5.5 Robustness Against Room Impulse Response

Table 5. Robustness of UAPs their corresponding audio AEs against RIRs

We generated 100 RIRs from virtual rooms with dimension \((width, length, height)\) using pyroomacoustics 0.4.2Footnote 3. 80 RIRs were used for training while 20 RIRs used were for testing. height was set to 3.5 while \(width = length\) and we randomly sampled their values from \(\mathcal {U}(4,6)\). The time it takes for the RIR to decay by 60 dB was randomly sampled from \(\mathcal {U}(0.15,0.20)\). Locations of microphones and audio sources were randomly sampled inside the virtual rooms.

To test the robustness against RIR, each audio AE was transformed by a random RIR from the 20 RIRs. We also transformed the UAPs by all the 20 RIRs and to check whether UAPs themselves are robust against RIRs. When using Algorithm 2 to generate robust UAPs, we set the maximum iterations to 60.

Table 5 shows the results of comparing robust UAPs generated using Algorithm 2 with UAPs generated by Stage2. Table 5 also compares the robustness of audio AEs, which were generated by applying the corresponding UAPs to test audio. Although there was an exception for UAPs of “open the door”, UAPs generated by Stage2 and corresponding audio AEs were obviously not robust against RIRs. In contrast, UAPs generated using Algorithm 2 and their corresponding audio AEs were robust against RIRs. It should be noted that robustness against RIRs was obtained at the cost of significantly larger maximum norm.

5.6 Limitation

Our experiments showed that the quality of audio AEs generated by applying UAPs was poor. The distortion caused by UAPs will be worse if we make them robust against RIRs. While it will be difficult to lower the maximum norm of UAPs further while keeping them adversarial, we can potentially hide UAPs below the hearing threshold of unsuspicious sound. This may be a promising future direction. A potential scenario is where an adversary plays unsuspicious adversarial audio in the background, while the victim speaks to a voice interface, thereby causing the underlying ASR model to be fooled. A similar idea was proposed by Commandersong [28], in which they hid perturbations within a song. However, their method may not be robust for speech, which is common for voice interfaces.

In this section, we present a feasibility study on hiding UAPs below the hearing threshold in a piece of piano music. We incorporated the masking loss proposed by Qin et al. [20], which hid perturbations below the hearing threshold of speech.

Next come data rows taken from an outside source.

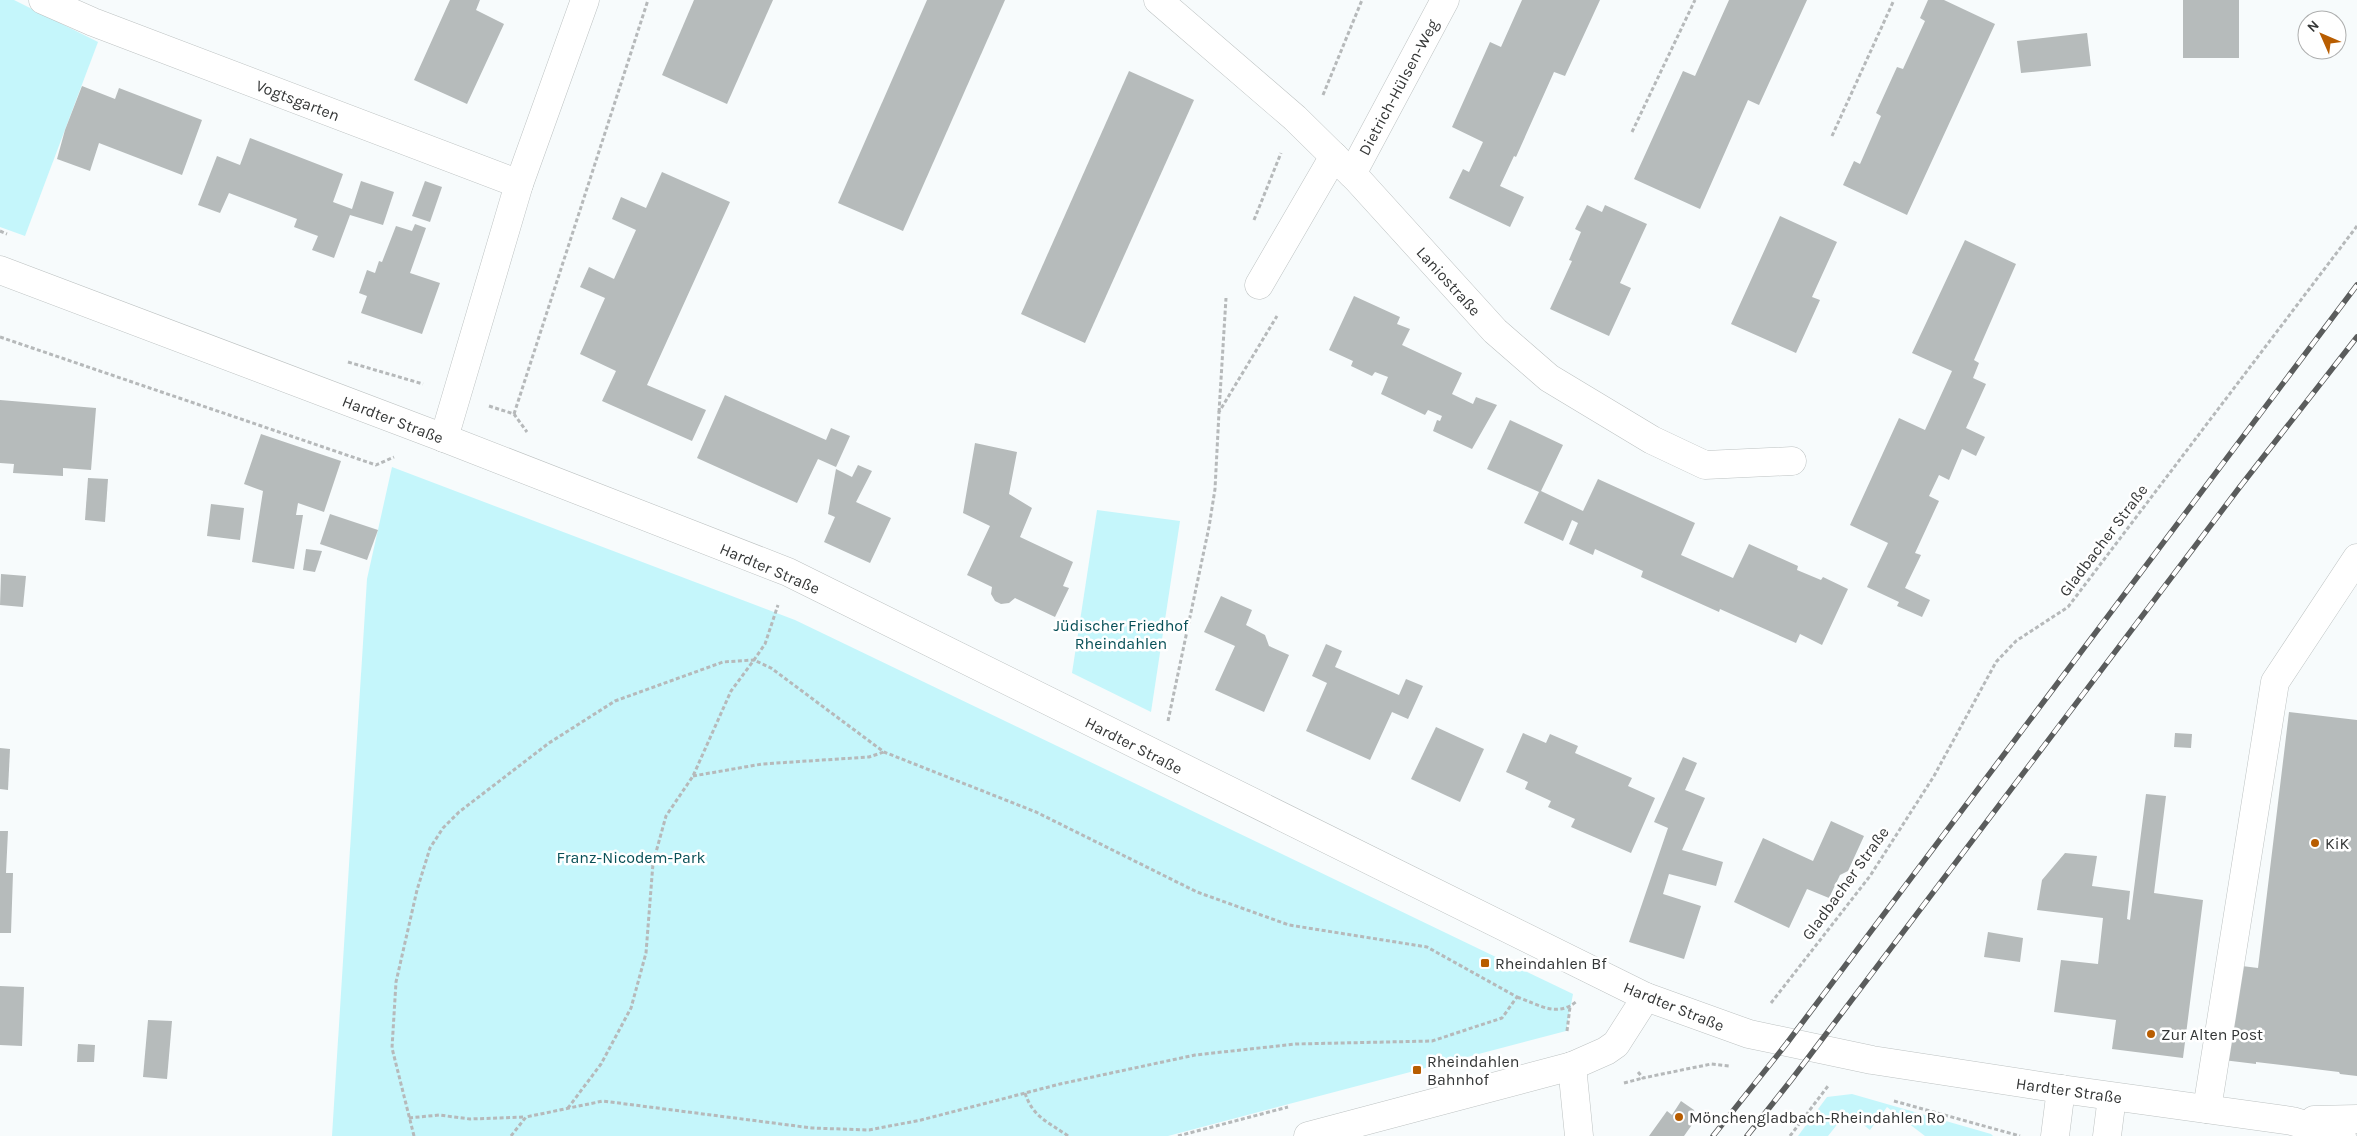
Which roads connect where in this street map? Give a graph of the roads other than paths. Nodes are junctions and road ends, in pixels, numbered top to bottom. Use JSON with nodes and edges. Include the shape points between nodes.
{"nodes":[{"id":1,"x":43,"y":0,"type":"edge"},
{"id":2,"x":585,"y":0,"type":"edge"},
{"id":3,"x":1158,"y":0,"type":"edge"},
{"id":4,"x":1445,"y":0,"type":"edge"},
{"id":5,"x":76,"y":7,"type":"edge"},
{"id":6,"x":1343,"y":165,"type":"junction"},
{"id":7,"x":519,"y":184,"type":"junction"},
{"id":8,"x":0,"y":270,"type":"edge"},
{"id":9,"x":1259,"y":285,"type":"dead end"},
{"id":10,"x":444,"y":438,"type":"junction"},
{"id":11,"x":1792,"y":461,"type":"dead end"},
{"id":12,"x":2357,"y":558,"type":"edge"},
{"id":13,"x":1646,"y":998,"type":"junction"},
{"id":14,"x":1572,"y":1066,"type":"junction"},
{"id":15,"x":2061,"y":1089,"type":"junction"},
{"id":16,"x":2112,"y":1097,"type":"junction"},
{"id":17,"x":2207,"y":1108,"type":"junction"},
{"id":18,"x":2357,"y":1119,"type":"edge"},
{"id":19,"x":2292,"y":1121,"type":"junction"},
{"id":20,"x":1308,"y":1136,"type":"edge"},
{"id":21,"x":1579,"y":1136,"type":"edge"},
{"id":22,"x":2055,"y":1136,"type":"edge"},
{"id":23,"x":2107,"y":1136,"type":"edge"},
{"id":24,"x":2342,"y":1136,"type":"edge"}],
"edges":[{"from":1,"to":5,"type":"street","name":"Vogtsgarten"},
{"from":2,"to":7,"type":"street"},
{"from":3,"to":6,"type":"street","name":"Laniostraße","via":[[1308,130]]},
{"from":4,"to":6,"type":"street","name":"Dietrich-Hülsen-Weg"},
{"from":5,"to":7,"type":"street","name":"Vogtsgarten"},
{"from":6,"to":9,"type":"street","name":"Dietrich-Hülsen-Weg"},
{"from":6,"to":11,"type":"street","name":"Laniostraße","via":[[1495,331],[1549,378],[1652,440],[1706,465]]},
{"from":7,"to":10,"type":"street"},
{"from":8,"to":10,"type":"street","name":"Hardter Straße"},
{"from":10,"to":13,"type":"street","name":"Hardter Straße","via":[[788,572]]},
{"from":12,"to":17,"type":"street","via":[[2275,682]]},
{"from":13,"to":14,"type":"street","via":[[1616,1044]]},
{"from":13,"to":15,"type":"street","name":"Hardter Straße","via":[[1749,1034],[1872,1060]]},
{"from":14,"to":20,"type":"street"},
{"from":14,"to":21,"type":"street"},
{"from":15,"to":16,"type":"street","name":"Hardter Straße"},
{"from":15,"to":22,"type":"street"},
{"from":16,"to":17,"type":"street","name":"Hardter Straße"},
{"from":16,"to":23,"type":"street"},
{"from":17,"to":19,"type":"street","name":"Hardter Straße"},
{"from":18,"to":19,"type":"street","name":"Hardter Straße"},
{"from":19,"to":24,"type":"street","name":"Hardter Straße"}]}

Specifically, we replaced the \(l_{reg}(\cdot )\) in Eq. 3 with the masking loss. Instead of generating UAPs from scratch, we used UAPs generated by Stage2 of Algorithm 1 as initial values. It should be mentioned that audio AEs were generated by applying UAPs together with the music.

Measuring the maximum norm of UAPs is meaningless in this case because large values in UAPs would be masked by the music. Therefore, we measured the Perceptual Evaluation of Speech Quality (PESQ), which was proposed to automatically measure degradation in the context of telephony [21]. The values range from 1.0 to 4.5 with larger values indicating better quality.

After running 30 iterations, we successfully generated UAPs by setting \(\eta =0.5\). The PESQ between the original music and music distorted by UAPs was 2.97, which means moderate quality. The success rate of generating audio AEs from test audios was \(30.71\%\). This shows UAPs hidden in music are still able to attack generic audio.

6 Conclusion and Future Work

In the audio AE domain, there is limited work focusing on generating UAPs against ASR models. In this research, we filled this research gap by proposing the first successful targeted UAPs against ASR models with CTC loss. We analyzed UAPs from the point of view that UAPs can be considered as signals that were transcribed as the target phrase. To decrease the distortion caused by UAPS, we tried to minimize the maximum norm of UAPs. In addition, we showed that UAPs themselves preserved temporal dependency, such that the audio AEs generated by applying UAPs also preserved temporal dependency. UAPs and the corresponding audio AEs were also robust against Gaussian noise. We demonstrated the possibiliy of hiding UAPs below the hearing threshold of unsuspicious sound, such as music. Future work will focus on generating UAPs with reduced distortion.